[Task goal]:
Gather all lines from the material that contain "nodes".

◆ ◆ ◆ ◆

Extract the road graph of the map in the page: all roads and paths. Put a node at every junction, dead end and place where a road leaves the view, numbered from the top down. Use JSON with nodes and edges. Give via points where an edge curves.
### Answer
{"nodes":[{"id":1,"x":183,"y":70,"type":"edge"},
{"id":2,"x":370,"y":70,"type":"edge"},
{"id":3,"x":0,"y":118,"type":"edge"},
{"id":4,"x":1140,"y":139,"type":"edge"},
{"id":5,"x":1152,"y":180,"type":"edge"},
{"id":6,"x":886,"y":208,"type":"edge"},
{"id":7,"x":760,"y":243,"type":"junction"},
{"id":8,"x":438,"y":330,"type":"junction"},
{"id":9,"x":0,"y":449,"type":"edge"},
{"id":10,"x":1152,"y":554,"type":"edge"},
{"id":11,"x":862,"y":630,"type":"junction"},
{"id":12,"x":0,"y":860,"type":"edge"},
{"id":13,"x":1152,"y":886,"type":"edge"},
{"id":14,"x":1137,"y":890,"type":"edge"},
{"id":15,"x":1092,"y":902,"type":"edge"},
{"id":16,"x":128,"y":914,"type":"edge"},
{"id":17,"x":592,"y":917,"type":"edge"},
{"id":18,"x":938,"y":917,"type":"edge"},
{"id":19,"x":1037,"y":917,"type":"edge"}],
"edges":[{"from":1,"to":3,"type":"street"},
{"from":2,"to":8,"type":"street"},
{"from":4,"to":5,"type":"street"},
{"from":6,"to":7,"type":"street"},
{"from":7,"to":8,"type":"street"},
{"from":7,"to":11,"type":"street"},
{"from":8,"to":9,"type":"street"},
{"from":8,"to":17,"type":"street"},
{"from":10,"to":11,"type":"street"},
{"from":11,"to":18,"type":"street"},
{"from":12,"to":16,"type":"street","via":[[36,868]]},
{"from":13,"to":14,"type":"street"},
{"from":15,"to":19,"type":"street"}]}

◆ ◆ ◆ ◆

[Answer box]:
Extract the road graph of the map in the page: all roads and paths. Put a node at every junction, dead end and place where a road leaves the view, numbered from the top down. Use JSON with nodes and edges. Give via points where an edge curves.
{"nodes":[{"id":1,"x":183,"y":70,"type":"edge"},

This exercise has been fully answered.